>>>>

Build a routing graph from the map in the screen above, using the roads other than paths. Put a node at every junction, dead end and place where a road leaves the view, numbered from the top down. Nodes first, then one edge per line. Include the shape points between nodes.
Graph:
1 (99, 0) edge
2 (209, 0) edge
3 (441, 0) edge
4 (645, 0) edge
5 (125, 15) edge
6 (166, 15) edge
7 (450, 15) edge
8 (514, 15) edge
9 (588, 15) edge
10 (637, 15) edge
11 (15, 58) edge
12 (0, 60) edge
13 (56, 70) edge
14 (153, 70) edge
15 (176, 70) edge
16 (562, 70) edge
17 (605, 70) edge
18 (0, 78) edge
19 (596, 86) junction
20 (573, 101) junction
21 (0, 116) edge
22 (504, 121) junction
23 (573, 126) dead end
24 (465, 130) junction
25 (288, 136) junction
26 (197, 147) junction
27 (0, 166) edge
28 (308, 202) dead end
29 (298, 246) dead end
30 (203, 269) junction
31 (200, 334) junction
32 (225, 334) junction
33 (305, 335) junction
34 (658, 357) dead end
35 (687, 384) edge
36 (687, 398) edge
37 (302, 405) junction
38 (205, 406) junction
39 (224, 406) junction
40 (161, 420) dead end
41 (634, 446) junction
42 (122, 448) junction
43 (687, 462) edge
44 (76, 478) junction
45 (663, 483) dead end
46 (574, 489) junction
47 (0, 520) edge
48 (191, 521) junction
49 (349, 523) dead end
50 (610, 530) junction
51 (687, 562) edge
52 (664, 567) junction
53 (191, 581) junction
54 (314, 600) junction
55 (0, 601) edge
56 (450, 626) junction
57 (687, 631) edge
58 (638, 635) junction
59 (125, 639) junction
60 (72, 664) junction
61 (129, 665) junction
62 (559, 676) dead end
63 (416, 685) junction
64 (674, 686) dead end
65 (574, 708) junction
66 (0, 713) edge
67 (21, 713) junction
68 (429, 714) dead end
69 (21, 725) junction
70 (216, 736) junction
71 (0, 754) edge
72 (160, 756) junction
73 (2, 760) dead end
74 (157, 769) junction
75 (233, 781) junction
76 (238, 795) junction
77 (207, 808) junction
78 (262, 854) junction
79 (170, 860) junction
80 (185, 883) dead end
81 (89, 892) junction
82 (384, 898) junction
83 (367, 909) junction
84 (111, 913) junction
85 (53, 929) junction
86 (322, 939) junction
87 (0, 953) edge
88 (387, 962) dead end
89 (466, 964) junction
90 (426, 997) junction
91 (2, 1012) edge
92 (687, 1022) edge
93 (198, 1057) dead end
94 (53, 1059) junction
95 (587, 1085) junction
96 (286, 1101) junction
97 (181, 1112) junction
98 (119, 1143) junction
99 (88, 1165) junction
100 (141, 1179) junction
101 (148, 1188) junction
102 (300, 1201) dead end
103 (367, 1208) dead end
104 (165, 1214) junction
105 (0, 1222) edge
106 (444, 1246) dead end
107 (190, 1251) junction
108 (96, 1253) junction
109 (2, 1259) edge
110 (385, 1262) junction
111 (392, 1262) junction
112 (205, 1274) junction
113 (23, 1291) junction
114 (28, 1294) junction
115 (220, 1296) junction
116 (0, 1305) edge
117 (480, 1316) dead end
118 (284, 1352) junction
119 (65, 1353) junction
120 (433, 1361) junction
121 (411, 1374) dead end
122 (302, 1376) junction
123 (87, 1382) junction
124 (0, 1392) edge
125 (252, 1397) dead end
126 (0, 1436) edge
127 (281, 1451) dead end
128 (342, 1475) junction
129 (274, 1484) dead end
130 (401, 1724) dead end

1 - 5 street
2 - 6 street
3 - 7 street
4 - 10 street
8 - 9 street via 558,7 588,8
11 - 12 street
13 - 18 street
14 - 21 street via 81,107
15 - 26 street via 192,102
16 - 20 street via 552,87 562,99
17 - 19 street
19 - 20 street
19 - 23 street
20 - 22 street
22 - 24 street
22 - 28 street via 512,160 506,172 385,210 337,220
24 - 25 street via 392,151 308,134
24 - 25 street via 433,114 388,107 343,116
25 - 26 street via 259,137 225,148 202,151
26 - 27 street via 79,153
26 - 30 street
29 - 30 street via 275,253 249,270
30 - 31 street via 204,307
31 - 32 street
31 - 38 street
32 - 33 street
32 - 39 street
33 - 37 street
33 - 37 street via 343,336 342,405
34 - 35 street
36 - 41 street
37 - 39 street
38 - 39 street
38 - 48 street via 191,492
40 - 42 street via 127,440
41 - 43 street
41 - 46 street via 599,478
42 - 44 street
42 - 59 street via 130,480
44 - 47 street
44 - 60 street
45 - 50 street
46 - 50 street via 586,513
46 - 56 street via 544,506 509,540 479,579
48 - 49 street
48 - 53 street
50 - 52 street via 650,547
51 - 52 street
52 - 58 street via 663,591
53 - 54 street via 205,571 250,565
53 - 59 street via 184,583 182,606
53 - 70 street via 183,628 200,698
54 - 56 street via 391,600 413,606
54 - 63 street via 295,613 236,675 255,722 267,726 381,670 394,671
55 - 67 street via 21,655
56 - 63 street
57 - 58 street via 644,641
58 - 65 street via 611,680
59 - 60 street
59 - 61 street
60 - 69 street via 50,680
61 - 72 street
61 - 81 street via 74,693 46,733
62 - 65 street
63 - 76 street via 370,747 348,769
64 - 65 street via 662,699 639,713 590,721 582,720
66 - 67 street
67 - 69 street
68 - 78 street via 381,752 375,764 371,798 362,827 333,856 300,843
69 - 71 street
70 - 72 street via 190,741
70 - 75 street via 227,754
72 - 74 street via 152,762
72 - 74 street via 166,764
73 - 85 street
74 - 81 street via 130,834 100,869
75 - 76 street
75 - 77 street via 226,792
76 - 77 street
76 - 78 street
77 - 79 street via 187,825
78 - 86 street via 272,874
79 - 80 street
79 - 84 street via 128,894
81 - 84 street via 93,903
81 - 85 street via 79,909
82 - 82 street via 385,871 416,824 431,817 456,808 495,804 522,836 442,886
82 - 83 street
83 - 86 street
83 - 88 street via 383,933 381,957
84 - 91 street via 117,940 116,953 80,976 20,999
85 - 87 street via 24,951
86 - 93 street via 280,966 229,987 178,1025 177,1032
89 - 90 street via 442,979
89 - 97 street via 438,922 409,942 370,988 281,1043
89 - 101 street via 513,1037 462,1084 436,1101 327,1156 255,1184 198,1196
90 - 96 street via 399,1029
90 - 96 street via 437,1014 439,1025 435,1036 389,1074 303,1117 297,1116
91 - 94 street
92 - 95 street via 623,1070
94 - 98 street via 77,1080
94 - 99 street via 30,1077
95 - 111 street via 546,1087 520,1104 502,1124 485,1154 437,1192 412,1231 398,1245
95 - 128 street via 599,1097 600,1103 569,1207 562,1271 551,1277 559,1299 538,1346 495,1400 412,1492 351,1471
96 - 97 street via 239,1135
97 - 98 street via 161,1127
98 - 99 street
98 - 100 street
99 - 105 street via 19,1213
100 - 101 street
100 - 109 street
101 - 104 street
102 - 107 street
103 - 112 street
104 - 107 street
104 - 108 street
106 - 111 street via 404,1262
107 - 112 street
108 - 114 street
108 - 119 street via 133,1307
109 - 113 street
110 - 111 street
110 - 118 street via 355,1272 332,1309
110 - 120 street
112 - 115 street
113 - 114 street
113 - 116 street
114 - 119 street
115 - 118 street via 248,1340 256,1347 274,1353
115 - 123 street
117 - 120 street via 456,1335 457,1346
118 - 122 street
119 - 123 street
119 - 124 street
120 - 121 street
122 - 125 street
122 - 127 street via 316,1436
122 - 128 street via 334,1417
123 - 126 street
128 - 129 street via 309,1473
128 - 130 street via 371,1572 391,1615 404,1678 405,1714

<<<<

WHAT YOU NEED TO DO :: All of the data above needs to be written out exactly.

EXERCISE ANSWER ::
Build a routing graph from the map in the screen above, using the roads other than paths. Put a node at every junction, dead end and place where a road leaves the view, numbered from the top down. Nodes first, then one edge per line. Include the shape points between nodes.
Graph:
1 (99, 0) edge
2 (209, 0) edge
3 (441, 0) edge
4 (645, 0) edge
5 (125, 15) edge
6 (166, 15) edge
7 (450, 15) edge
8 (514, 15) edge
9 (588, 15) edge
10 (637, 15) edge
11 (15, 58) edge
12 (0, 60) edge
13 (56, 70) edge
14 (153, 70) edge
15 (176, 70) edge
16 (562, 70) edge
17 (605, 70) edge
18 (0, 78) edge
19 (596, 86) junction
20 (573, 101) junction
21 (0, 116) edge
22 (504, 121) junction
23 (573, 126) dead end
24 (465, 130) junction
25 (288, 136) junction
26 (197, 147) junction
27 (0, 166) edge
28 (308, 202) dead end
29 (298, 246) dead end
30 (203, 269) junction
31 (200, 334) junction
32 (225, 334) junction
33 (305, 335) junction
34 (658, 357) dead end
35 (687, 384) edge
36 (687, 398) edge
37 (302, 405) junction
38 (205, 406) junction
39 (224, 406) junction
40 (161, 420) dead end
41 (634, 446) junction
42 (122, 448) junction
43 (687, 462) edge
44 (76, 478) junction
45 (663, 483) dead end
46 (574, 489) junction
47 (0, 520) edge
48 (191, 521) junction
49 (349, 523) dead end
50 (610, 530) junction
51 (687, 562) edge
52 (664, 567) junction
53 (191, 581) junction
54 (314, 600) junction
55 (0, 601) edge
56 (450, 626) junction
57 (687, 631) edge
58 (638, 635) junction
59 (125, 639) junction
60 (72, 664) junction
61 (129, 665) junction
62 (559, 676) dead end
63 (416, 685) junction
64 (674, 686) dead end
65 (574, 708) junction
66 (0, 713) edge
67 (21, 713) junction
68 (429, 714) dead end
69 (21, 725) junction
70 (216, 736) junction
71 (0, 754) edge
72 (160, 756) junction
73 (2, 760) dead end
74 (157, 769) junction
75 (233, 781) junction
76 (238, 795) junction
77 (207, 808) junction
78 (262, 854) junction
79 (170, 860) junction
80 (185, 883) dead end
81 (89, 892) junction
82 (384, 898) junction
83 (367, 909) junction
84 (111, 913) junction
85 (53, 929) junction
86 (322, 939) junction
87 (0, 953) edge
88 (387, 962) dead end
89 (466, 964) junction
90 (426, 997) junction
91 (2, 1012) edge
92 (687, 1022) edge
93 (198, 1057) dead end
94 (53, 1059) junction
95 (587, 1085) junction
96 (286, 1101) junction
97 (181, 1112) junction
98 (119, 1143) junction
99 (88, 1165) junction
100 (141, 1179) junction
101 (148, 1188) junction
102 (300, 1201) dead end
103 (367, 1208) dead end
104 (165, 1214) junction
105 (0, 1222) edge
106 (444, 1246) dead end
107 (190, 1251) junction
108 (96, 1253) junction
109 (2, 1259) edge
110 (385, 1262) junction
111 (392, 1262) junction
112 (205, 1274) junction
113 (23, 1291) junction
114 (28, 1294) junction
115 (220, 1296) junction
116 (0, 1305) edge
117 (480, 1316) dead end
118 (284, 1352) junction
119 (65, 1353) junction
120 (433, 1361) junction
121 (411, 1374) dead end
122 (302, 1376) junction
123 (87, 1382) junction
124 (0, 1392) edge
125 (252, 1397) dead end
126 (0, 1436) edge
127 (281, 1451) dead end
128 (342, 1475) junction
129 (274, 1484) dead end
130 (401, 1724) dead end

1 - 5 street
2 - 6 street
3 - 7 street
4 - 10 street
8 - 9 street via 558,7 588,8
11 - 12 street
13 - 18 street
14 - 21 street via 81,107
15 - 26 street via 192,102
16 - 20 street via 552,87 562,99
17 - 19 street
19 - 20 street
19 - 23 street
20 - 22 street
22 - 24 street
22 - 28 street via 512,160 506,172 385,210 337,220
24 - 25 street via 392,151 308,134
24 - 25 street via 433,114 388,107 343,116
25 - 26 street via 259,137 225,148 202,151
26 - 27 street via 79,153
26 - 30 street
29 - 30 street via 275,253 249,270
30 - 31 street via 204,307
31 - 32 street
31 - 38 street
32 - 33 street
32 - 39 street
33 - 37 street
33 - 37 street via 343,336 342,405
34 - 35 street
36 - 41 street
37 - 39 street
38 - 39 street
38 - 48 street via 191,492
40 - 42 street via 127,440
41 - 43 street
41 - 46 street via 599,478
42 - 44 street
42 - 59 street via 130,480
44 - 47 street
44 - 60 street
45 - 50 street
46 - 50 street via 586,513
46 - 56 street via 544,506 509,540 479,579
48 - 49 street
48 - 53 street
50 - 52 street via 650,547
51 - 52 street
52 - 58 street via 663,591
53 - 54 street via 205,571 250,565
53 - 59 street via 184,583 182,606
53 - 70 street via 183,628 200,698
54 - 56 street via 391,600 413,606
54 - 63 street via 295,613 236,675 255,722 267,726 381,670 394,671
55 - 67 street via 21,655
56 - 63 street
57 - 58 street via 644,641
58 - 65 street via 611,680
59 - 60 street
59 - 61 street
60 - 69 street via 50,680
61 - 72 street
61 - 81 street via 74,693 46,733
62 - 65 street
63 - 76 street via 370,747 348,769
64 - 65 street via 662,699 639,713 590,721 582,720
66 - 67 street
67 - 69 street
68 - 78 street via 381,752 375,764 371,798 362,827 333,856 300,843
69 - 71 street
70 - 72 street via 190,741
70 - 75 street via 227,754
72 - 74 street via 152,762
72 - 74 street via 166,764
73 - 85 street
74 - 81 street via 130,834 100,869
75 - 76 street
75 - 77 street via 226,792
76 - 77 street
76 - 78 street
77 - 79 street via 187,825
78 - 86 street via 272,874
79 - 80 street
79 - 84 street via 128,894
81 - 84 street via 93,903
81 - 85 street via 79,909
82 - 82 street via 385,871 416,824 431,817 456,808 495,804 522,836 442,886
82 - 83 street
83 - 86 street
83 - 88 street via 383,933 381,957
84 - 91 street via 117,940 116,953 80,976 20,999
85 - 87 street via 24,951
86 - 93 street via 280,966 229,987 178,1025 177,1032
89 - 90 street via 442,979
89 - 97 street via 438,922 409,942 370,988 281,1043
89 - 101 street via 513,1037 462,1084 436,1101 327,1156 255,1184 198,1196
90 - 96 street via 399,1029
90 - 96 street via 437,1014 439,1025 435,1036 389,1074 303,1117 297,1116
91 - 94 street
92 - 95 street via 623,1070
94 - 98 street via 77,1080
94 - 99 street via 30,1077
95 - 111 street via 546,1087 520,1104 502,1124 485,1154 437,1192 412,1231 398,1245
95 - 128 street via 599,1097 600,1103 569,1207 562,1271 551,1277 559,1299 538,1346 495,1400 412,1492 351,1471
96 - 97 street via 239,1135
97 - 98 street via 161,1127
98 - 99 street
98 - 100 street
99 - 105 street via 19,1213
100 - 101 street
100 - 109 street
101 - 104 street
102 - 107 street
103 - 112 street
104 - 107 street
104 - 108 street
106 - 111 street via 404,1262
107 - 112 street
108 - 114 street
108 - 119 street via 133,1307
109 - 113 street
110 - 111 street
110 - 118 street via 355,1272 332,1309
110 - 120 street
112 - 115 street
113 - 114 street
113 - 116 street
114 - 119 street
115 - 118 street via 248,1340 256,1347 274,1353
115 - 123 street
117 - 120 street via 456,1335 457,1346
118 - 122 street
119 - 123 street
119 - 124 street
120 - 121 street
122 - 125 street
122 - 127 street via 316,1436
122 - 128 street via 334,1417
123 - 126 street
128 - 129 street via 309,1473
128 - 130 street via 371,1572 391,1615 404,1678 405,1714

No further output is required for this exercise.